» **PROVIDED RECORDS**
■ ■ ■ ■

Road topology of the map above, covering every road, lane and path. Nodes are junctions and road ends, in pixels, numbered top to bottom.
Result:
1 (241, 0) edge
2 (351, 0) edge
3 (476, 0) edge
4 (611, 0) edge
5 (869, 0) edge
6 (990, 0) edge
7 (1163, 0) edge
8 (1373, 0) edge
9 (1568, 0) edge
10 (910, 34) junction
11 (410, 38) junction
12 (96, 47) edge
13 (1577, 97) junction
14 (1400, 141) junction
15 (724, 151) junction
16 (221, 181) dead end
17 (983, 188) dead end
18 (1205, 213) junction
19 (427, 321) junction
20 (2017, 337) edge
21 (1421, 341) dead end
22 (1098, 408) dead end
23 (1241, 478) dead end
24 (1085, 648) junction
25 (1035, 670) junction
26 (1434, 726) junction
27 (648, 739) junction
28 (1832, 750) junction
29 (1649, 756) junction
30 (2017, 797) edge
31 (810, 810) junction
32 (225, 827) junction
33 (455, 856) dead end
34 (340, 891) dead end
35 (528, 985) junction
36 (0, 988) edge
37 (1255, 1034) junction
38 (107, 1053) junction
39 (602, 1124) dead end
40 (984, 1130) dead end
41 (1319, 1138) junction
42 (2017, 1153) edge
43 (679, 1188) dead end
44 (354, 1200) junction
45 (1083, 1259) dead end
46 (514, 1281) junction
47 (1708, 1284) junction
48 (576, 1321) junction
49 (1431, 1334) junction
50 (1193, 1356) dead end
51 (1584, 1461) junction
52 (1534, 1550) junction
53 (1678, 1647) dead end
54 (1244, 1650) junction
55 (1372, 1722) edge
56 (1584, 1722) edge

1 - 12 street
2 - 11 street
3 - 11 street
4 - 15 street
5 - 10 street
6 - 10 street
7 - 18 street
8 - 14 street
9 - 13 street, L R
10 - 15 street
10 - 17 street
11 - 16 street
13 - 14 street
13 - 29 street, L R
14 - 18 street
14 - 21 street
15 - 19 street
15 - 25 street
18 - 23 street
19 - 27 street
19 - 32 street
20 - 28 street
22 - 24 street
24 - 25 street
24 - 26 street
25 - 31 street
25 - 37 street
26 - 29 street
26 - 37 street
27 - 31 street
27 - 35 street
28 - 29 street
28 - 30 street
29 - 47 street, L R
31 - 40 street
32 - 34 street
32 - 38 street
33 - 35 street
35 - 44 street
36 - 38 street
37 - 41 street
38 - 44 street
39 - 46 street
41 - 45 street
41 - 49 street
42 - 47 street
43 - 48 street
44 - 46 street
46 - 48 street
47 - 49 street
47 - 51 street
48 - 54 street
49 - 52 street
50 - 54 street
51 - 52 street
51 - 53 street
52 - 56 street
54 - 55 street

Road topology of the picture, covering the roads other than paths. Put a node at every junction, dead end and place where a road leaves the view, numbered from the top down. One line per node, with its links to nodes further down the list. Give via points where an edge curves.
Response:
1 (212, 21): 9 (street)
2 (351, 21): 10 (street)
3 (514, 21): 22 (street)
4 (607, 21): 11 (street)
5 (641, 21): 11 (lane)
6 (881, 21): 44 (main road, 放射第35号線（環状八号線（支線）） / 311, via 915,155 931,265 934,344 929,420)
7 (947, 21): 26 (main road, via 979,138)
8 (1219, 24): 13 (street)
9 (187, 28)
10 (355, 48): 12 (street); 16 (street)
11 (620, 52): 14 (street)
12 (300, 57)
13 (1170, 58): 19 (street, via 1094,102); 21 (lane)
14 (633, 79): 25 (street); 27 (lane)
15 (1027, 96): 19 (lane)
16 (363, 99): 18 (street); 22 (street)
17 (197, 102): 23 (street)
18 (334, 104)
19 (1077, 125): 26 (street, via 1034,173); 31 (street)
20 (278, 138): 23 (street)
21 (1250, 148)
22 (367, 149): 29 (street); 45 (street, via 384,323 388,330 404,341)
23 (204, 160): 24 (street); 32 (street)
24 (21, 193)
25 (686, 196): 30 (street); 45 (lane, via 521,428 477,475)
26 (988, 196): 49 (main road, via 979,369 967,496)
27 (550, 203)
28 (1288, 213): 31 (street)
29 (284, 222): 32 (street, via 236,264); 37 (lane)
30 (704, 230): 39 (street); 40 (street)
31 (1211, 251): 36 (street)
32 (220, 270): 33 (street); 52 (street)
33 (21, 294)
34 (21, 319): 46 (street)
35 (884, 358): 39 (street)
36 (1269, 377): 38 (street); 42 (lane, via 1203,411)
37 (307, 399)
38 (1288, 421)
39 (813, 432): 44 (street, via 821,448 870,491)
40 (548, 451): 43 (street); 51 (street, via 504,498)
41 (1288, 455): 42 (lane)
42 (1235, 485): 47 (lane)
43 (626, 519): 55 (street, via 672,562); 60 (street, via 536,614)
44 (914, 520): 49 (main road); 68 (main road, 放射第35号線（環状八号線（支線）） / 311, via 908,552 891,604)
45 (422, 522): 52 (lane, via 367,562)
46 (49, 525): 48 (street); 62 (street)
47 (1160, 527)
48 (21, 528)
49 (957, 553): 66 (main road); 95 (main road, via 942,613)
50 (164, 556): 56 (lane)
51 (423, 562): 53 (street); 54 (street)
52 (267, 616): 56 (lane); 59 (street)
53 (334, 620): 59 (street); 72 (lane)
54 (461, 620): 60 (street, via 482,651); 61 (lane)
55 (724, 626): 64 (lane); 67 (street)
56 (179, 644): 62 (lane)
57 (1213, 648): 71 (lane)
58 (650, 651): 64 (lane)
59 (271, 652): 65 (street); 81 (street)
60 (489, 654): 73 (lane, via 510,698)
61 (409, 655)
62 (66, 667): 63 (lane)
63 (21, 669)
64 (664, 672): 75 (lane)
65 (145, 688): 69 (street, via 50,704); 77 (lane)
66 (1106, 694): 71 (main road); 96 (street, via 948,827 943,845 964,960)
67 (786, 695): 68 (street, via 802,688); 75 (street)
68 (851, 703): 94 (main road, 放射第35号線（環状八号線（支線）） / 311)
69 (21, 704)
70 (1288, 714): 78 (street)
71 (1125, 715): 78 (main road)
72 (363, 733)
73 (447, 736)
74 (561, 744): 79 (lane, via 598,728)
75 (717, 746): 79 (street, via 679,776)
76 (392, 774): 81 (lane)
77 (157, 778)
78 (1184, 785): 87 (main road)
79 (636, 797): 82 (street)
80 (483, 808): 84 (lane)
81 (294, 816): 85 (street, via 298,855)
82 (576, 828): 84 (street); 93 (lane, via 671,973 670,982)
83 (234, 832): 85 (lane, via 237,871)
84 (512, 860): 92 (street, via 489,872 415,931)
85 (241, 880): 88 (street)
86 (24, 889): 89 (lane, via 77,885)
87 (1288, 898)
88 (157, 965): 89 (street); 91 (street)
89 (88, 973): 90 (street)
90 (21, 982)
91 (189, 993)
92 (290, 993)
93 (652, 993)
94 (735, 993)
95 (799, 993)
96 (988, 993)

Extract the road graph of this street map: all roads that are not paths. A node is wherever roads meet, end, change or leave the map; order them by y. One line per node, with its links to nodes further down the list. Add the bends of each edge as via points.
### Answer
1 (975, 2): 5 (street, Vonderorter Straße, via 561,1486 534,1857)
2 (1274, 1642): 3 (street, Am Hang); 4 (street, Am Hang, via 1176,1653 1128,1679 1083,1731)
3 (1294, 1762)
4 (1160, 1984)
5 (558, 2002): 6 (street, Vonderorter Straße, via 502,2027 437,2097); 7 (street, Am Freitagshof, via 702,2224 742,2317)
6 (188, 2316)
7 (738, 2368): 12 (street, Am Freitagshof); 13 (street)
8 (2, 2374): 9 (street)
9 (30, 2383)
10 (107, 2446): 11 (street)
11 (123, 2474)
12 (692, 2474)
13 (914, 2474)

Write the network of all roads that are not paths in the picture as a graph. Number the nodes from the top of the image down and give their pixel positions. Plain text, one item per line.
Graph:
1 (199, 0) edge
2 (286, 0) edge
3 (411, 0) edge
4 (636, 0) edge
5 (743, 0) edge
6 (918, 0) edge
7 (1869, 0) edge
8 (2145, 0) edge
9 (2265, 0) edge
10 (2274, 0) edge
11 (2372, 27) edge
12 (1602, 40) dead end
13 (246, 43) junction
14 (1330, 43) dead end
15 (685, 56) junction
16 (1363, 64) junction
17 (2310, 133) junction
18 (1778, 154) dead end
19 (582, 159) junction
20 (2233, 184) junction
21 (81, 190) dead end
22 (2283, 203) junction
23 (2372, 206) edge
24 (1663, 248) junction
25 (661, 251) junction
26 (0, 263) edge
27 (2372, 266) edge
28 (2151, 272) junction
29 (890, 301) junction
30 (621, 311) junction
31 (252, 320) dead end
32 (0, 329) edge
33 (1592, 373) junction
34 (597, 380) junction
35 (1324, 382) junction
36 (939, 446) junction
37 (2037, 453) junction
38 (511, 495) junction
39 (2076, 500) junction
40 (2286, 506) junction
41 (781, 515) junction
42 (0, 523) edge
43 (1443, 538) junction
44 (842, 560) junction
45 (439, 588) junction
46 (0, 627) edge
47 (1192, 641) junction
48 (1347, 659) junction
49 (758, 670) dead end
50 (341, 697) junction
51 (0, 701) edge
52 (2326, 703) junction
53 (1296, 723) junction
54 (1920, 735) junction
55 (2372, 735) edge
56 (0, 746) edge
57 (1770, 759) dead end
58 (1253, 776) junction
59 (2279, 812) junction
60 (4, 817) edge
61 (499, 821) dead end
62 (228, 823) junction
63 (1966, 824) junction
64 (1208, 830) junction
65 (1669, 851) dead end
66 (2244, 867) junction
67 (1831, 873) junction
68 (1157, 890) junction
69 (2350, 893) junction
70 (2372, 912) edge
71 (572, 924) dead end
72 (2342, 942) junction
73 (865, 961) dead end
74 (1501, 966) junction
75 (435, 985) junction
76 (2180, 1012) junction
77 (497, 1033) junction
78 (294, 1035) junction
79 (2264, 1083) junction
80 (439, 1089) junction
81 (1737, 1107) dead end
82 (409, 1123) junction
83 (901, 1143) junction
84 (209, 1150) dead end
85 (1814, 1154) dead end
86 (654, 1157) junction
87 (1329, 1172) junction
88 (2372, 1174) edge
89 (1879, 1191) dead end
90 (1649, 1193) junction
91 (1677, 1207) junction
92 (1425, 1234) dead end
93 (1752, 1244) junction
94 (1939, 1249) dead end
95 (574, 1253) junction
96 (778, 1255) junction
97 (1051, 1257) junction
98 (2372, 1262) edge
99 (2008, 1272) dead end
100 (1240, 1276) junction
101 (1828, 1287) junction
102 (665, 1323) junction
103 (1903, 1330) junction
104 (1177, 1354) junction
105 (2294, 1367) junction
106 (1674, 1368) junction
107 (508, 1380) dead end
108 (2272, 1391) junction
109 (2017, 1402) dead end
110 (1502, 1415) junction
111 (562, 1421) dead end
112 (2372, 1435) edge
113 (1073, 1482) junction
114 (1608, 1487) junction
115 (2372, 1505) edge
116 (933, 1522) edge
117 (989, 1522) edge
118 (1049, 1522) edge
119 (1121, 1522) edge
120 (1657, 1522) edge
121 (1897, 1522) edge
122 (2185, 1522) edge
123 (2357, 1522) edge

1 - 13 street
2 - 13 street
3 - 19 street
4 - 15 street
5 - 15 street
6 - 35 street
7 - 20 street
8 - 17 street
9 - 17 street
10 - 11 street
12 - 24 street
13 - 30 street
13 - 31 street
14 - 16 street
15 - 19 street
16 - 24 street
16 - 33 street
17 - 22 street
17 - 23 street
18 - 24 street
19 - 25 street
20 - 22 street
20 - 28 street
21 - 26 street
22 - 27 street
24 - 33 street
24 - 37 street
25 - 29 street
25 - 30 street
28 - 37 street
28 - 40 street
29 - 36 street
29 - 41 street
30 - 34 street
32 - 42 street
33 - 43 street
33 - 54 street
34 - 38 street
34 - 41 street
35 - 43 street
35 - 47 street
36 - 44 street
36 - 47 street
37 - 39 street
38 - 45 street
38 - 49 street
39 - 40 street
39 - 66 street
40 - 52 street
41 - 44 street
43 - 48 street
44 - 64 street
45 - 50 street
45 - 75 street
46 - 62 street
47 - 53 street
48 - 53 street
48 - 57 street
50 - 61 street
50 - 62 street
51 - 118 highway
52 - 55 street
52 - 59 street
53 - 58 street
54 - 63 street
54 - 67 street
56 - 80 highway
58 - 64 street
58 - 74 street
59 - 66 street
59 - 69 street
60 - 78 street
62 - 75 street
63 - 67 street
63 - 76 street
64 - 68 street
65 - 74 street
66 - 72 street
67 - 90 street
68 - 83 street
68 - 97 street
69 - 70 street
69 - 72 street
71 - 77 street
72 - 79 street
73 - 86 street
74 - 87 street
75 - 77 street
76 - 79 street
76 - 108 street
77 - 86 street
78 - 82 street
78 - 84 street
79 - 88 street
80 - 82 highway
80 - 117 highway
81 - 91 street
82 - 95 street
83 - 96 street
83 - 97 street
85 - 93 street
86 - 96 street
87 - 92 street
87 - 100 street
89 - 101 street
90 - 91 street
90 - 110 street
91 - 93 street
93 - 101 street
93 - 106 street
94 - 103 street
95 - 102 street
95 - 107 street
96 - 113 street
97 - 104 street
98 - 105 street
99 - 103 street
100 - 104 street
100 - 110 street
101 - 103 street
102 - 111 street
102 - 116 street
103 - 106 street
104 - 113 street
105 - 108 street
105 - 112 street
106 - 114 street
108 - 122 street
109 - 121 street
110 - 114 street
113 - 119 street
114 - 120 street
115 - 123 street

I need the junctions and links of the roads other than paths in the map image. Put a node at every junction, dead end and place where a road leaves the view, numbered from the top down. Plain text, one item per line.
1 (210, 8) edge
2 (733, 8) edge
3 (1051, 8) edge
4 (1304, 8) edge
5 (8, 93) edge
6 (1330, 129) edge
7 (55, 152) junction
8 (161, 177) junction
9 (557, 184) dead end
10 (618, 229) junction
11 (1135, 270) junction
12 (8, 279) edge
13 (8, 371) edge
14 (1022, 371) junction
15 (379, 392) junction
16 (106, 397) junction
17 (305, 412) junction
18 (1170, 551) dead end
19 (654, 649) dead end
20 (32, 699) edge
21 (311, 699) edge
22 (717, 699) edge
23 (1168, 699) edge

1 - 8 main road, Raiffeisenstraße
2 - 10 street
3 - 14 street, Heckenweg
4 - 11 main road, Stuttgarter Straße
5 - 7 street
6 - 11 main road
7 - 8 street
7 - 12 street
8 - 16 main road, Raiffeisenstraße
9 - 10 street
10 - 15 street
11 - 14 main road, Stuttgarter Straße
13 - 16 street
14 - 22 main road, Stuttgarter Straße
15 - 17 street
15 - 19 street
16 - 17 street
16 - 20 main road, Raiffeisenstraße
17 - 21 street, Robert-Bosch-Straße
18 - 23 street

■ ■ ■ ■

» **EXERCISE BRIEF**
Note each line above that contains "covering" and copy it out.

» **RESULT**
Road topology of the map above, covering every road, lane and path. Nodes are junctions and road ends, in pixels, numbered top to bottom.
Road topology of the picture, covering the roads other than paths. Put a node at every junction, dead end and place where a road leaves the view, numbered from the top down. One line per node, with its links to nodes further down the list. Give via points where an edge curves.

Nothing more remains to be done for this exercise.